Explaining popularity
par( mfrow = c(1,3))
plot(table(degree( advice.adj, cmode='indegree')),main='indegree')
plot(table(degree( advice.adj, cmode='outdegree')),main='outdegree')
hist(betweenness( advice.adj), main = 'betweeness')
Are there differences in betweeeness across the categorical variables
par( mfrow = c(2,3))
boxplot(betweenness( advice.adj)~attributes$status,main='Status')
boxplot(betweenness( advice.adj)~attributes$sex,main='Sex')
boxplot(betweenness( advice.adj)~attributes$office,main='Office')
boxplot(betweenness( advice.adj)~attributes$practice,main='Practice')
boxplot(betweenness( advice.adj)~attributes$school,main='School')
Are there differences in betweeeness across the numerical variables
par( mfrow = c(1,3))
plot(betweenness( advice.adj)~attributes$seniority,main='seniority')
plot(betweenness( advice.adj)~attributes$tenure,main='tenure')
plot(betweenness( advice.adj)~attributes$age,main='age')
We can regress betweeness centraliy on relevant attributes using ordinary least squares (OLS) regression
ans <- lm(betweenness( advice.adj ) ~attributes$seniority+attributes$tenure+attributes$age+attributes$sex+attributes$practice)
summary(ans)
##
## Call:
## lm(formula = betweenness(advice.adj) ~ attributes$seniority +
## attributes$tenure + attributes$age + attributes$sex + attributes$practice)
##
## Residuals:
## Min 1Q Median 3Q Max
## -103.68 -60.36 -32.08 25.10 290.97
##
## Coefficients:
## Estimate Std. Error t value Pr(>|t|)
## (Intercept) 441.571 124.427 3.549 0.000725 ***
## attributes$seniority -3.697 1.383 -2.672 0.009508 **
## attributes$tenure -1.361 2.632 -0.517 0.606791
## attributes$age -5.048 2.072 -2.437 0.017573 *
## attributes$sex 3.267 29.991 0.109 0.913588
## attributes$practice -4.907 23.299 -0.211 0.833845
## ---
## Signif. codes: 0 '***' 0.001 '**' 0.01 '*' 0.05 '.' 0.1 ' ' 1
##
## Residual standard error: 96.32 on 65 degrees of freedom
## Multiple R-squared: 0.1444, Adjusted R-squared: 0.07857
## F-statistic: 2.194 on 5 and 65 DF, p-value: 0.06553
Interpretation
The higher your seniority, the less central you are in the network. There is only weak evidence (significant only on the 1%-level) for older people being less central than younger people.

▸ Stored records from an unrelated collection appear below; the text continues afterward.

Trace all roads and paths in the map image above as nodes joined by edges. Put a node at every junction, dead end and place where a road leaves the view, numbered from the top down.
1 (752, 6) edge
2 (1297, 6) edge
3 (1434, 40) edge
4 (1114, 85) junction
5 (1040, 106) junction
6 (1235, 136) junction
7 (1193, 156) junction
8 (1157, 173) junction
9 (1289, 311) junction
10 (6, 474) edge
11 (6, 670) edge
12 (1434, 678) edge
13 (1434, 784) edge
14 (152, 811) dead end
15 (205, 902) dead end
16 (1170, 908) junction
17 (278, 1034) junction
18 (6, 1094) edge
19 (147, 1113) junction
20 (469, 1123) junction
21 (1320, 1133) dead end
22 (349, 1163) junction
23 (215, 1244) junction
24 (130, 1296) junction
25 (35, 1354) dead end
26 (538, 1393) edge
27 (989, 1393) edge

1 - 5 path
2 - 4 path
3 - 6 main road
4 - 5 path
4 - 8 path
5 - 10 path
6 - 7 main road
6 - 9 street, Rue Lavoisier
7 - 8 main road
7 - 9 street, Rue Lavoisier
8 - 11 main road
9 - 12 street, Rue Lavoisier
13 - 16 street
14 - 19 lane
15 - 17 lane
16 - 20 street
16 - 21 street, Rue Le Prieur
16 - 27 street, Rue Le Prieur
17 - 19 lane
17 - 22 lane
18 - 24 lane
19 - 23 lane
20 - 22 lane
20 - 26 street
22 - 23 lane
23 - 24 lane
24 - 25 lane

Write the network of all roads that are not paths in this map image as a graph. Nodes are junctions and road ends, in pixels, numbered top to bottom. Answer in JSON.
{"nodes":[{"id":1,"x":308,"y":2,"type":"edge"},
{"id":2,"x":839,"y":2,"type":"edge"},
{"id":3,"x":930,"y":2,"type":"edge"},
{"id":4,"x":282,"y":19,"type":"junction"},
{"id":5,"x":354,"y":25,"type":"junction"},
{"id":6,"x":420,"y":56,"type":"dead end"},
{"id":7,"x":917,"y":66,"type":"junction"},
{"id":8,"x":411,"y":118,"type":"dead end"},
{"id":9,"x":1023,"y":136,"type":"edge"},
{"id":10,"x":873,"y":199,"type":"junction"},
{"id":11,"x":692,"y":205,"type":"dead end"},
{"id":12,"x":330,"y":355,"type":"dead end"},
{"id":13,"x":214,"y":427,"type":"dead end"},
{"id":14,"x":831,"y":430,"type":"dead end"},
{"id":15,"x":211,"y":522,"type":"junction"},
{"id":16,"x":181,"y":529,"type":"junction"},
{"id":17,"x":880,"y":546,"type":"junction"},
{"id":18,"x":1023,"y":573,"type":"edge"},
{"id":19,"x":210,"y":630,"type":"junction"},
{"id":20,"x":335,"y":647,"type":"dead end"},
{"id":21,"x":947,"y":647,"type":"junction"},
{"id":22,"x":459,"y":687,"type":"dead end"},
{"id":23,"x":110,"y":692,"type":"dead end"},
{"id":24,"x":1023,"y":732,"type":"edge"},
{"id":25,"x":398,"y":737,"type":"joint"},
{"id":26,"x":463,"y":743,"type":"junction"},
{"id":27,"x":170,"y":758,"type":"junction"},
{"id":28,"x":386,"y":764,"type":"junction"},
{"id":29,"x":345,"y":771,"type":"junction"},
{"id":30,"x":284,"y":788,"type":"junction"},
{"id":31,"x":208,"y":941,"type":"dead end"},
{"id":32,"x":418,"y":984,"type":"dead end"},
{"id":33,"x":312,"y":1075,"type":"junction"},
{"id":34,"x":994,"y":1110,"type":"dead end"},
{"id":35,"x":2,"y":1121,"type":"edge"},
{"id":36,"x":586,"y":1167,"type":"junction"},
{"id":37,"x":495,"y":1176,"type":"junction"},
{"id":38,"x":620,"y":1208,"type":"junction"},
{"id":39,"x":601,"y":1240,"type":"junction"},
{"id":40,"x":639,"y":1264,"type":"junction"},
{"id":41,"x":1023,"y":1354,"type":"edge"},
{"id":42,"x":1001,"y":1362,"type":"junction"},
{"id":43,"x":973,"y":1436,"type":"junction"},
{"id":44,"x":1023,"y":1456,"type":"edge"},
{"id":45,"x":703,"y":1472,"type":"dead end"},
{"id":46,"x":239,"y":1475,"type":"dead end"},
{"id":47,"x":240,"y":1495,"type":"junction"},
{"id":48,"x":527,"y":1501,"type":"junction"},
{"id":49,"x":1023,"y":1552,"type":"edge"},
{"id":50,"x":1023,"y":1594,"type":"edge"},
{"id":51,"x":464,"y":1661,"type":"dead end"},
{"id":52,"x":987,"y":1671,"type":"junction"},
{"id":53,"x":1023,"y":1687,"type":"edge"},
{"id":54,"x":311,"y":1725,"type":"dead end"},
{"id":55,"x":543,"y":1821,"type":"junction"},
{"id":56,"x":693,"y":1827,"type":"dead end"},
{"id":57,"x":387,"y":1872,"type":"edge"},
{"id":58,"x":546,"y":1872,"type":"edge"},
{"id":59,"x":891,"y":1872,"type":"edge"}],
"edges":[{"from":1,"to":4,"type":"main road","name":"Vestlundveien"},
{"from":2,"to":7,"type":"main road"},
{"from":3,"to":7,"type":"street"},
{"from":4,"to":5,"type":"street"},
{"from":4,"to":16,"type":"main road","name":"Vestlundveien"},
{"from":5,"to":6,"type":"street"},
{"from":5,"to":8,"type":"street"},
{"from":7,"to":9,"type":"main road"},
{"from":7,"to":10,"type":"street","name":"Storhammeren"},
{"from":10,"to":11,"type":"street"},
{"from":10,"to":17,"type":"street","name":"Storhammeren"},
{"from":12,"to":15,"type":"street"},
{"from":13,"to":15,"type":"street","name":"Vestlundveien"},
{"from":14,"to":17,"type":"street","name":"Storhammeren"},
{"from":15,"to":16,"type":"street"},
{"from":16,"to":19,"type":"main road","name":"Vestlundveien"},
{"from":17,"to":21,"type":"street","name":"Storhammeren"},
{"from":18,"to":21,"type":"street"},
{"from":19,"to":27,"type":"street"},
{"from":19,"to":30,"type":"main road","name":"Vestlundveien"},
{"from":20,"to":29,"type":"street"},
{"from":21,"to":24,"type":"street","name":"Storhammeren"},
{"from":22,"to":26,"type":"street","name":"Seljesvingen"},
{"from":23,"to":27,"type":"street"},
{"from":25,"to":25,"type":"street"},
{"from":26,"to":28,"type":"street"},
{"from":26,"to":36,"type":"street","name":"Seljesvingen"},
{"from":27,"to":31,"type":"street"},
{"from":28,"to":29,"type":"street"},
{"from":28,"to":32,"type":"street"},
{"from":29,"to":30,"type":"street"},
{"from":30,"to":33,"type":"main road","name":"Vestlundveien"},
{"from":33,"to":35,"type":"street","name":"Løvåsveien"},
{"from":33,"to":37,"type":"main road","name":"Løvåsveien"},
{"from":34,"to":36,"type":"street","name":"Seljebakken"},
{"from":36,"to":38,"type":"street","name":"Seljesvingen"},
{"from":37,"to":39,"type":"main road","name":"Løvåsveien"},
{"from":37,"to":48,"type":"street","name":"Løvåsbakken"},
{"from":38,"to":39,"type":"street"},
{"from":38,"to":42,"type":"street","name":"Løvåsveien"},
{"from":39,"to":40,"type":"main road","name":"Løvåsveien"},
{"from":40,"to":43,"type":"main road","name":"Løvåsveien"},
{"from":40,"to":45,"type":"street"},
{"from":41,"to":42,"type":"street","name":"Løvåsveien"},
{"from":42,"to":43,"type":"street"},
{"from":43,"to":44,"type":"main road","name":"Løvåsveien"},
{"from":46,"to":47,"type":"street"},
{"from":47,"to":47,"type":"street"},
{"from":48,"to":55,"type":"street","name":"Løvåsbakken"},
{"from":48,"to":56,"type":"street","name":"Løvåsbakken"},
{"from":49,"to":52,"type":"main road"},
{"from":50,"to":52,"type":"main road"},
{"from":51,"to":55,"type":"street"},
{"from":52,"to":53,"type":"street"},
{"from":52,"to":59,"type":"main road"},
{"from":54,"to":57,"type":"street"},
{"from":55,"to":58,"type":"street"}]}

We can also do a simple two-group t-test to see if there is a difference in centrality between seniour and junior. Divide people into two groups
is.senior <- attributes$seniority>=mean(attributes$seniority)
table( is.senior )
## is.senior
## FALSE TRUE
## 35 36
Test difference between the groups (assuming equal variance)

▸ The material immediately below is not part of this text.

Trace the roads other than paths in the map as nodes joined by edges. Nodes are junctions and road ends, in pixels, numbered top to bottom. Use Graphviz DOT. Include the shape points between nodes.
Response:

t.test(betweenness( advice.adj )~ is.senior, var.equal = TRUE)
##
## Two Sample t-test
##
## data: betweenness(advice.adj) by is.senior
## t = 2.4289, df = 69, p-value = 0.01775
## alternative hypothesis: true difference in means is not equal to 0
## 95 percent confidence interval:
## 9.993601 101.868486
## sample estimates:
## mean in group FALSE mean in group TRUE
## 108.33123 52.40019
For a simple guide for performing standard statistical tests, check https://www.statmethods.net/stats/index.html.

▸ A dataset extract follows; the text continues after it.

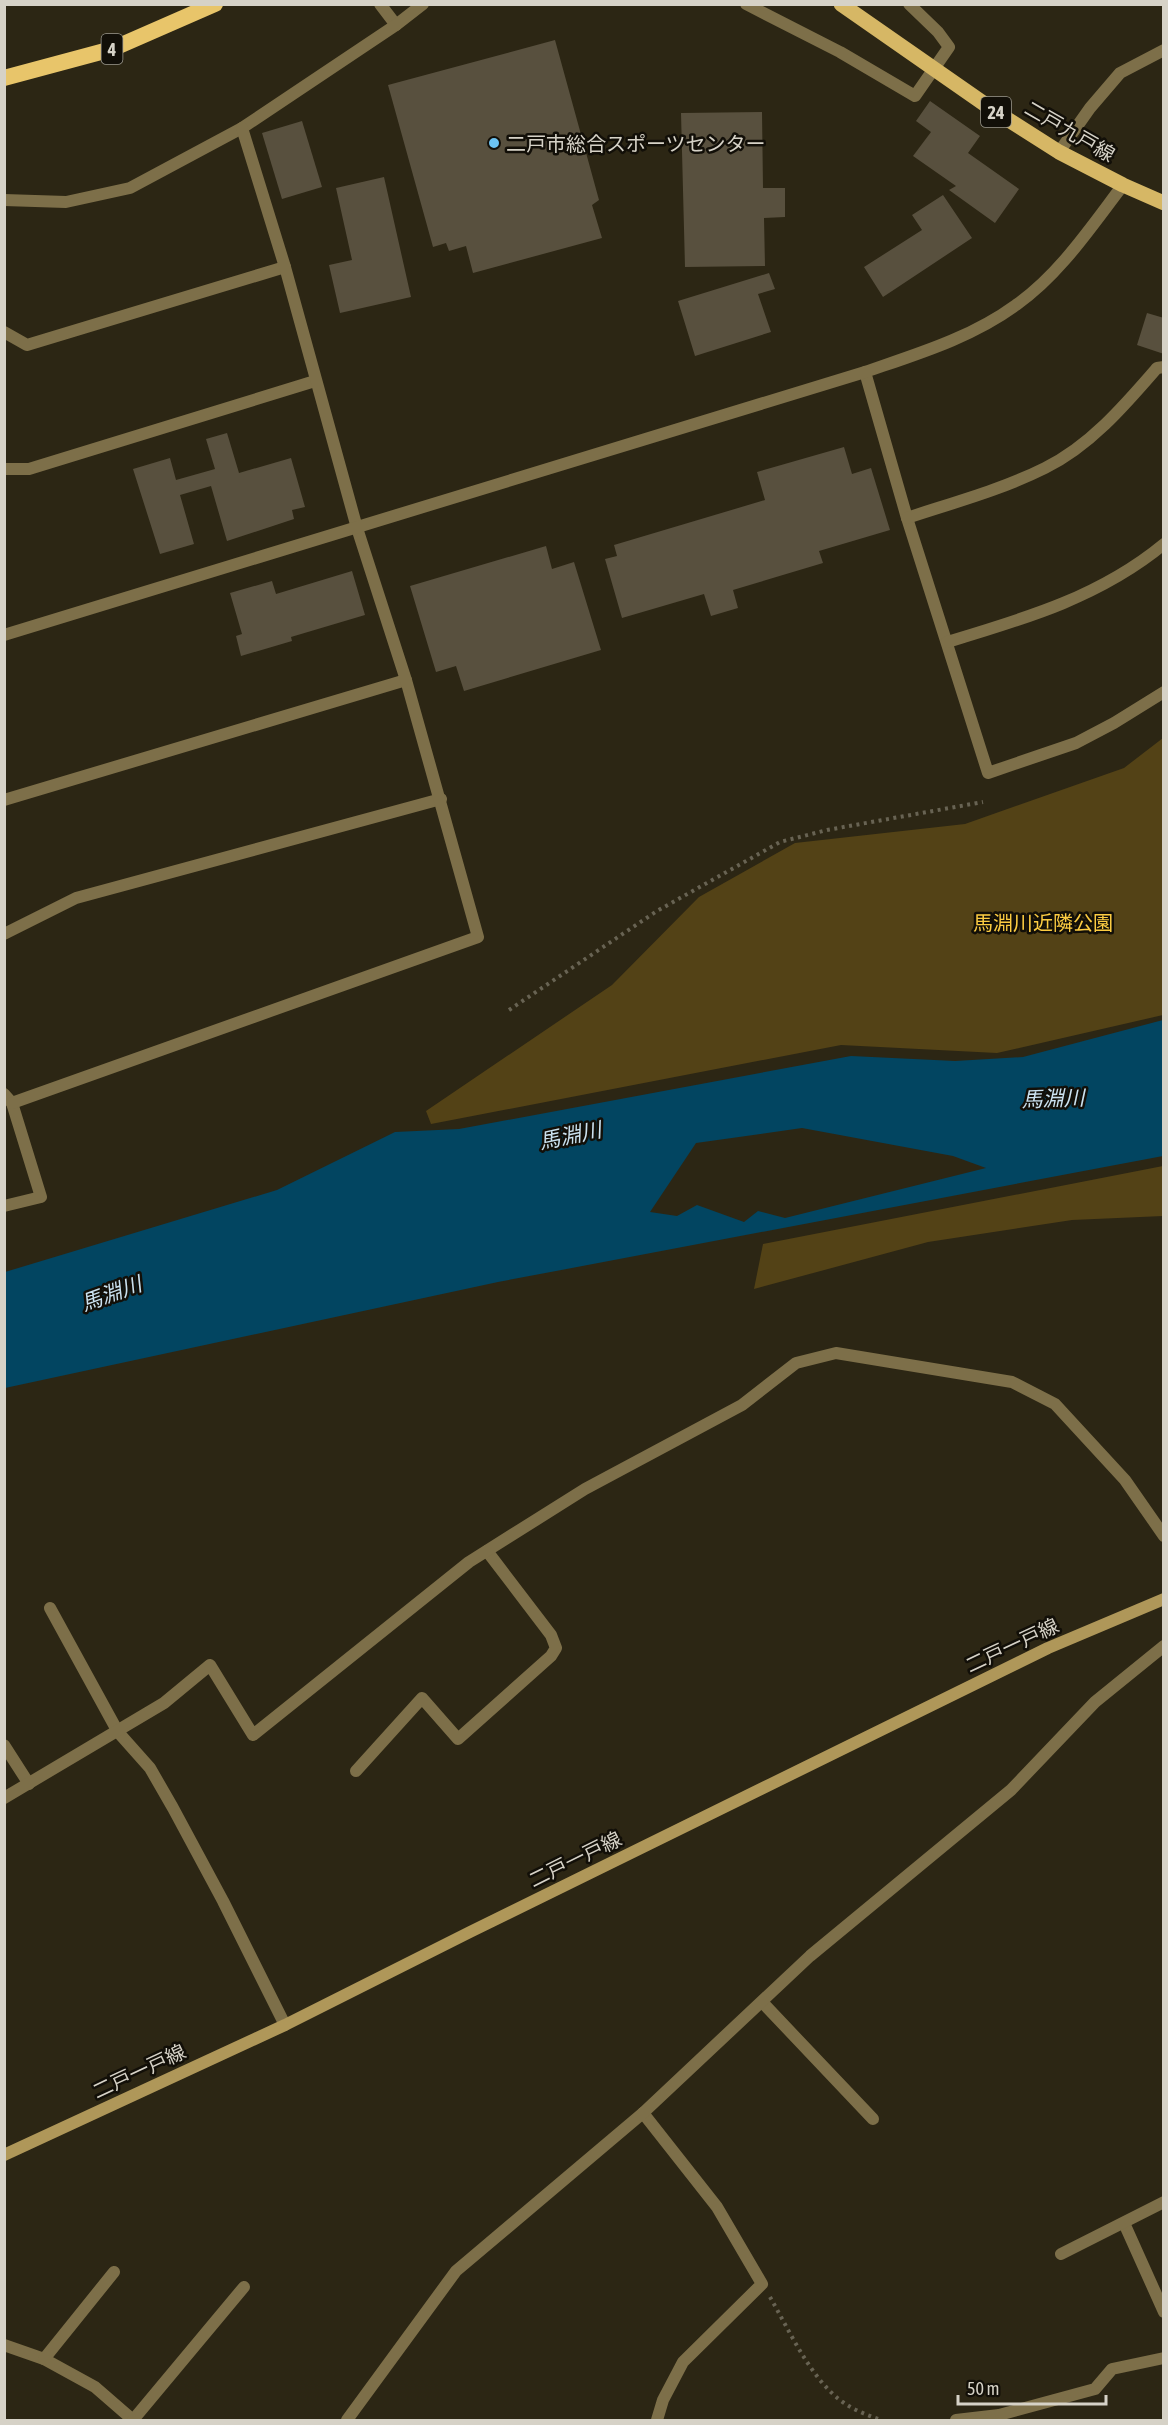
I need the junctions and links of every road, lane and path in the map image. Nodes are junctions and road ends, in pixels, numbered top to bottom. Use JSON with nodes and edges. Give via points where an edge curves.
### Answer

Note both OLS and the t-test assumes that observations are independent - can you think of reasons why this might not be plausible in this case?
References
Lazega, Emmanuel, and others. 2001. The Collegial Phenomenon: The Social Mechanisms of Cooperation Among Peers in a Corporate Law Partnership. Oxford University Press on Demand.
McPherson, Miller, Lynn Smith-Lovin, and James M Cook. 2001. “Birds of a Feather: Homophily in Social Networks.” Annual Review of Sociology 27 (1). Annual Reviews 4139 El Camino Way, PO Box 10139, Palo Alto, CA 94303-0139, USA: 415–44.